Prologue
My name is Malaika and I have been through it all. I come from southern Nigeria. A state with many rivers called ‘Rivers State’.
My hometown is one you might not know about. The grass is green; the
earthen soil is rich black; the trees split the skyline with their elegance;
the birds embrace the cold winds and you can tell my hometown from
any other just by the smell of the mangrove swamps.
The children love to swim close to shore and hunt for crabs. The
grownups love to fish in carved canoes come nighttime.
Somewhere in a mother’s kitchen, the young ones are picking
periwinkles out of shells or you hear the steady rhythm of the mortar and
pestle.
You may see smoke rising from the low burning cinders of the firewood; you may see a child on her knees slightly blowing at the flames and then you may hear a call from an elder pointing to the cut zinc sheet which would aid in fanning the flames.
Somewhere in the compound, you may see a three-year old on a sand
heap holding a strange object in his hand.
You can tell his bare body has
had a more than fair share of sunlight but you can barely tell the color of his pant.
He speaks to himself in a language only he understands and replies with a smile. He bathes the object in sand and rubs it on his protruded belly.
Somewhere in the farm beside the house, you may see the elder children pick out weeds with a frown. The intense heat of the sun has crested their foreheads with ripples of sweat.
It suddenly starts to rain and they
race each other to the nearest mango tree to find shade.
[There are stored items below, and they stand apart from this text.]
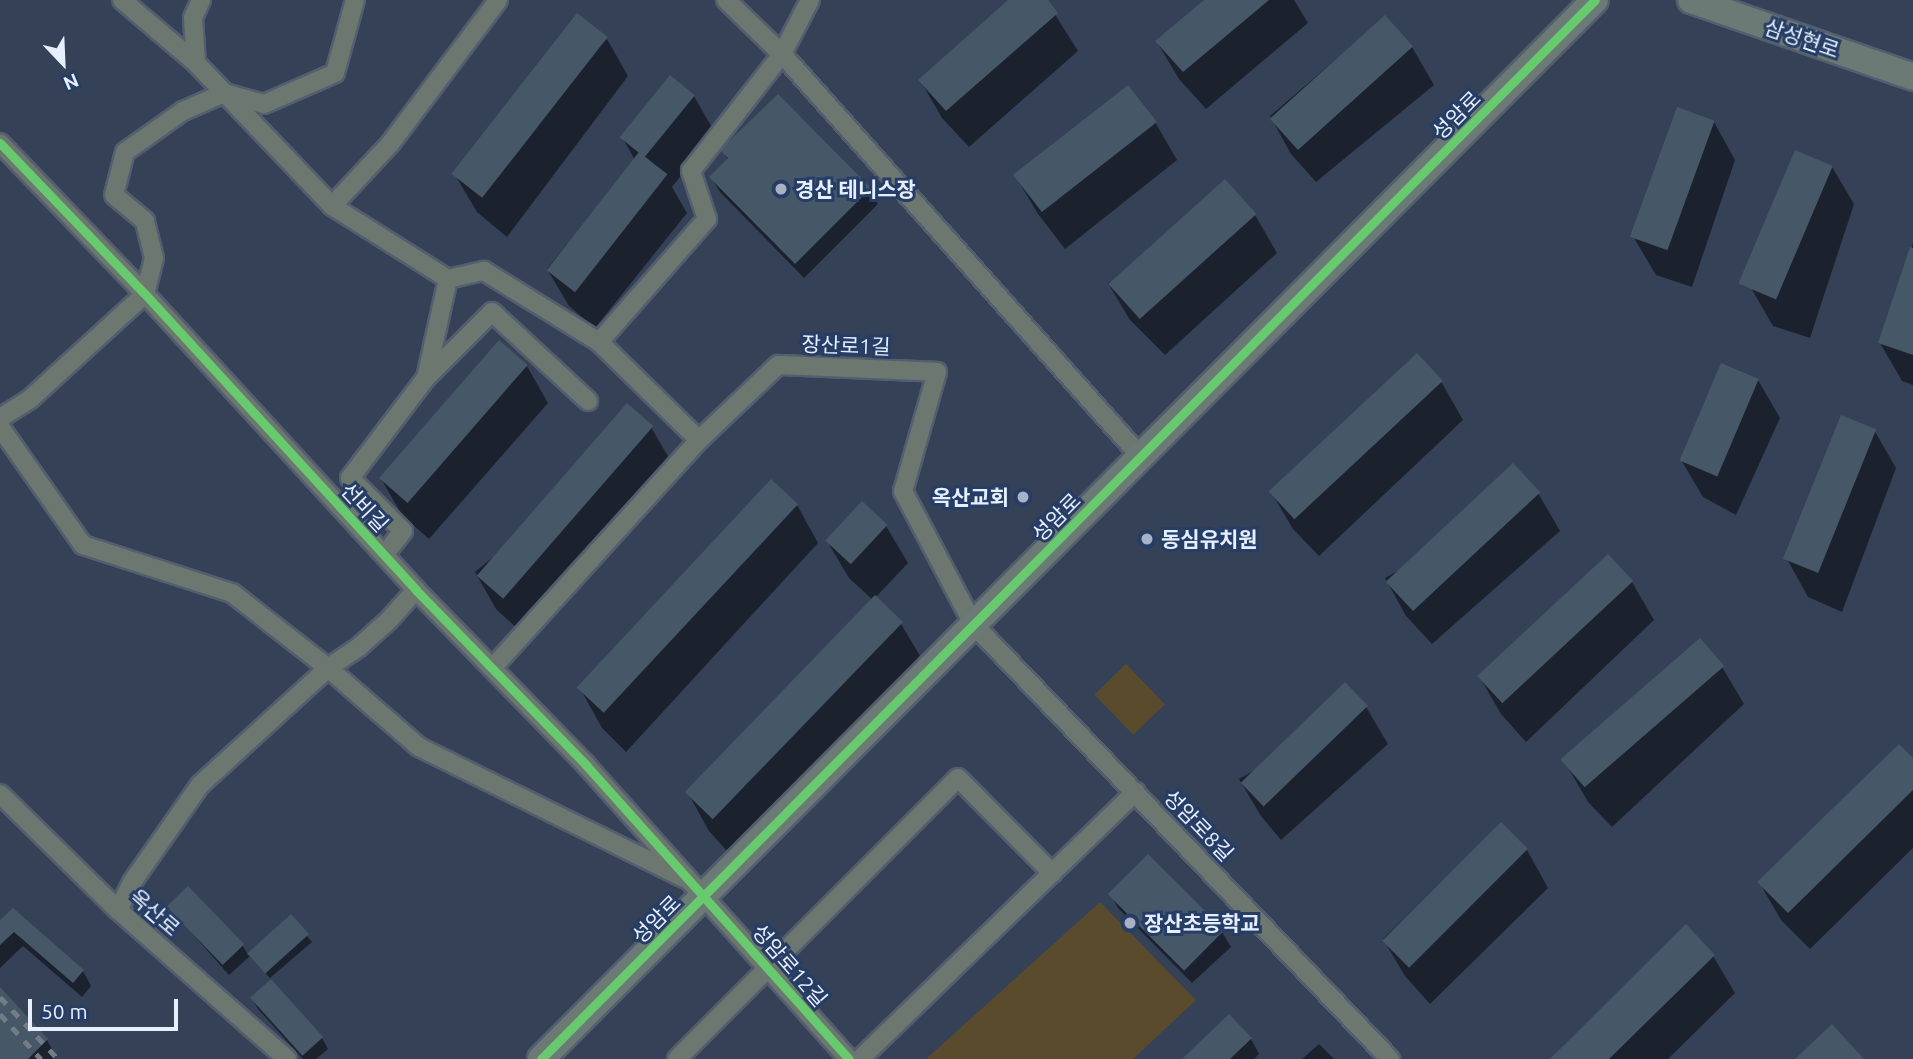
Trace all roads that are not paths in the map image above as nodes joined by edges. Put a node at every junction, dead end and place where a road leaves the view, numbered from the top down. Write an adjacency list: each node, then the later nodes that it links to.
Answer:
1 (122, 0): 10 (street)
2 (201, 0): 10 (street)
3 (355, 0): 12 (street)
4 (498, 0): 14 (street)
5 (726, 0): 9 (street)
6 (810, 0): 9 (street)
7 (1595, 0): 24 (street, 성암로)
8 (1691, 0): 11 (street, 삼성현로)
9 (782, 54): 17 (street); 24 (street)
10 (196, 63): 12 (street)
11 (1913, 77)
12 (224, 93): 14 (street); 16 (street)
13 (0, 143): 16 (street, 선비길)
14 (332, 206): 15 (street)
15 (448, 279): 17 (street); 19 (street)
16 (145, 294): 21 (street); 25 (street, 선비길)
17 (599, 342): 23 (street)
18 (937, 372): 23 (street, 장산로1길); 27 (street, 성암로8길)
19 (426, 378): 20 (street); 25 (street)
20 (588, 401)
21 (0, 418)
22 (0, 427): 29 (street)
23 (699, 440): 28 (street, 장산로1길)
24 (1140, 457): 27 (street, 성암로)
25 (386, 554): 26 (street, 선비길)
26 (416, 590): 28 (street, 선비길); 29 (street)
27 (973, 624): 30 (street, 성암로8길); 33 (street, 성암로)
28 (493, 667): 33 (street, 선비길)
29 (328, 668): 33 (street); 34 (street)
30 (1136, 792): 32 (street); 36 (street, 성암로8길)
31 (0, 793): 34 (street, 옥산로)
32 (1052, 873): 35 (street, 성암로12길); 41 (street)
33 (699, 889): 35 (street, 성암로12길); 38 (street, 성암로)
34 (118, 910): 37 (street, 옥산로)
35 (769, 967): 39 (street, 성암로12길); 40 (street, 성암로12길)
36 (1385, 1057)
37 (287, 1059)
38 (541, 1059)
39 (677, 1059)
40 (849, 1059)
41 (860, 1059)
They all laugh because the last to arrive slipped and fell in the moistened mud. He also laughs and opens his palms out to the rains to wash them free of mud.
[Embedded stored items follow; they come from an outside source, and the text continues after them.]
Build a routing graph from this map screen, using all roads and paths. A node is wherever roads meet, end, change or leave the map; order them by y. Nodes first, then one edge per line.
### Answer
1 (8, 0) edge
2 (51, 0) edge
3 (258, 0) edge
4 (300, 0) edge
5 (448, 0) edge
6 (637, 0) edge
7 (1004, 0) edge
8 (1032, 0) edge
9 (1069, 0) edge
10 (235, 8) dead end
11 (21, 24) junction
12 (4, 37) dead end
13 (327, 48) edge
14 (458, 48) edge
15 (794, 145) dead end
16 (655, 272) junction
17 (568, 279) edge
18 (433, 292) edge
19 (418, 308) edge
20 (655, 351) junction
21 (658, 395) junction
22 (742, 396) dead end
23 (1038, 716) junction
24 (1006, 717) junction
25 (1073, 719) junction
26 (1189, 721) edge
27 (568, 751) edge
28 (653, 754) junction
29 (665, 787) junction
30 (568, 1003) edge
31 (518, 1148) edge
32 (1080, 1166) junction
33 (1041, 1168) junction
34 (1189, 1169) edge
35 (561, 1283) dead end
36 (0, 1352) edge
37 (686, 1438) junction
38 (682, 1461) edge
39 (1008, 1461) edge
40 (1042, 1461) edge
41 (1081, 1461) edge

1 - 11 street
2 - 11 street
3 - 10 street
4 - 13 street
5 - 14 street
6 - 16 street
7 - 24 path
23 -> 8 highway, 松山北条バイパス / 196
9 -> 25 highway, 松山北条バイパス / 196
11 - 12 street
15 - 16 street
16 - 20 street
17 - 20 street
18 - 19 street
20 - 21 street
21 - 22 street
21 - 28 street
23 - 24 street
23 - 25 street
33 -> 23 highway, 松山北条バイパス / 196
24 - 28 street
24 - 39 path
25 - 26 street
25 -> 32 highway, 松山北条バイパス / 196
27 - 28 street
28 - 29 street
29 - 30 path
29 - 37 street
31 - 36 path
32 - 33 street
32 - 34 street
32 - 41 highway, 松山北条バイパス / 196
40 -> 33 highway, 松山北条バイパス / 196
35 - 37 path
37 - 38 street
That rich black earthen soil.
You may hear calls that breakfast is ready and the you may see the
children race themselves to answer their mother’s call.
You may see the plates of food arranged on the floor and the second born arguing with the first that he or she arrived first and already picked the largest portion.
You may hear an insult and see a fight on some days; you may hear a
word of caution on other days.
My hometown like any other has customs and traditions. They still tell moonlight tales in some parts and in others, the family sits in front of a television set. I could go on and on but this is not a story about my dear hometown.
My name is Malaika and I have been through it all.
I come from a family of Five. My father, mother, two elder sisters and I.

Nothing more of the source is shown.